Metamorphosis

At the time of writing these words, the year is drawing to an end. It is a season to reflect on what has occured. It is a season to think about change and transformation, a season to think about metamorphosis. So that’s what we asked our writers to do. You may think of Kafka; you may think of Ovid; you may think of Transformers, of cars turning into terrifying robots. They thought about language, motherhood, multiple selves, and – of course – politics.

Alia Trabucco Zerán explores recent changes in language: can the transformation of Castillian Spanish kickstart a wider change in society? Are new words what we need right now, when the power of words is in the spotlight every day – as Alia puts it, ‘new words to imagine a new reality’?

Yan Ge tackles metamorphosis from a more personal perspective: they are the changes that take place when writing and working in a second language, and the freedom of being a writer, able to ‘cultivate multiple selves, to live a life of polyphony’.

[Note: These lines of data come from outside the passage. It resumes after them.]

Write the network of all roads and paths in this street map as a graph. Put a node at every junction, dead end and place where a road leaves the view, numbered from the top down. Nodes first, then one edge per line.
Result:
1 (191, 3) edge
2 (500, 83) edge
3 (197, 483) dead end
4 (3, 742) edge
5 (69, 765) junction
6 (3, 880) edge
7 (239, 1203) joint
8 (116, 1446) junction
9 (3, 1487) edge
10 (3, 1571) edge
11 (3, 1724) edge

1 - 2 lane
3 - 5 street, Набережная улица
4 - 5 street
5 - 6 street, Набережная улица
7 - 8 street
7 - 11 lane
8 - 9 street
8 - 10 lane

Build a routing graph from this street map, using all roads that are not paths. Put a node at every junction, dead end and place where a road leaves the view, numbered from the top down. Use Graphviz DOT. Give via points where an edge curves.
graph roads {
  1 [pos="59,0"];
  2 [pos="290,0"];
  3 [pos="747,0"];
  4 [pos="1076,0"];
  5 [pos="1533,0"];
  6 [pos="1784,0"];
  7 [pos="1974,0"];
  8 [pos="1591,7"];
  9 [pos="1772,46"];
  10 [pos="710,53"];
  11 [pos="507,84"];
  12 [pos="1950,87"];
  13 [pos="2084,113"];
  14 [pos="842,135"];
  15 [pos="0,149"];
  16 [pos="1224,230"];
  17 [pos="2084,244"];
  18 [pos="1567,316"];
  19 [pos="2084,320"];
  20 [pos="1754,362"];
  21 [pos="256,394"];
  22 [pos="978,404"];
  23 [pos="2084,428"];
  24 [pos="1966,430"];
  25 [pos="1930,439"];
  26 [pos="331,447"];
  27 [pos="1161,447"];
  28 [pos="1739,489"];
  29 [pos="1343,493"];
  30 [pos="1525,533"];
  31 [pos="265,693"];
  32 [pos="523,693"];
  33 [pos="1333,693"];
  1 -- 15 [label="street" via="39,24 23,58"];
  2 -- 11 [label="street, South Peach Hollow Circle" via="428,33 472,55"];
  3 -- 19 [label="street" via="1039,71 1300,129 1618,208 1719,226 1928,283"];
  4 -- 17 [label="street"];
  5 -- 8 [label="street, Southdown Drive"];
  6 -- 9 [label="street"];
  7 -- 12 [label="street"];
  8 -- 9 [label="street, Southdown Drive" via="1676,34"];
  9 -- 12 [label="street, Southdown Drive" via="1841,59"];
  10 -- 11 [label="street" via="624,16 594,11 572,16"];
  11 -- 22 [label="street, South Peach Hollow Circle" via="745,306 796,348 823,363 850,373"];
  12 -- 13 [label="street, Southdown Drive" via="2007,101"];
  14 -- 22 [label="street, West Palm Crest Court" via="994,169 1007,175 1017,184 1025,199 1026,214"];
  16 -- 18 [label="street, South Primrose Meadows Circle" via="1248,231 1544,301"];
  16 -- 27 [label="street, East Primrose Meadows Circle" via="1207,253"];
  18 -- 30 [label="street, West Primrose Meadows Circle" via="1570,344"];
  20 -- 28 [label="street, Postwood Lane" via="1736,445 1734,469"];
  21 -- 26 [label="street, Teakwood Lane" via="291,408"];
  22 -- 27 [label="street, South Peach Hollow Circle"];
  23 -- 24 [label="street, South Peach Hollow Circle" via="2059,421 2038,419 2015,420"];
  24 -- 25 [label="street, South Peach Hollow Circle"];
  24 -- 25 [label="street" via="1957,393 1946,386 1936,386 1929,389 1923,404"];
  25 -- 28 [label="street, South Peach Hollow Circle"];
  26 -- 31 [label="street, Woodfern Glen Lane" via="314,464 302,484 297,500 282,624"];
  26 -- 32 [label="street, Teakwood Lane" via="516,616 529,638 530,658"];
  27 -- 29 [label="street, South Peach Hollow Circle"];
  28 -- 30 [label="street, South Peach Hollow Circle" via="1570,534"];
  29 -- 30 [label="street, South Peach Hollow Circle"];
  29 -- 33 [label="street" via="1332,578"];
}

Pınar Öğünç left her home in Turkey for eleven months. When she opened the door to her flat again, she was a different person than the one that had left. The country had changed as well, profoundly – as it had been for years. In her essay for Transmissions, Pınar reflects on the political and personal metamorphosis that she has witnessed during that time.

During her time away from Turkey, Pınar was a writer in residence with English PEN’s Writer’s at Risk programme in London. (You can read more about how she explored the city via its libraries here.) Pınar’s essay is a reminder that writers in Turkey and around the world are at risk for speaking their mind, and that it is a luxury to think that writing isn’t political. Let’s keep this in mind as we shake of the skins of our old selves at the end of another year.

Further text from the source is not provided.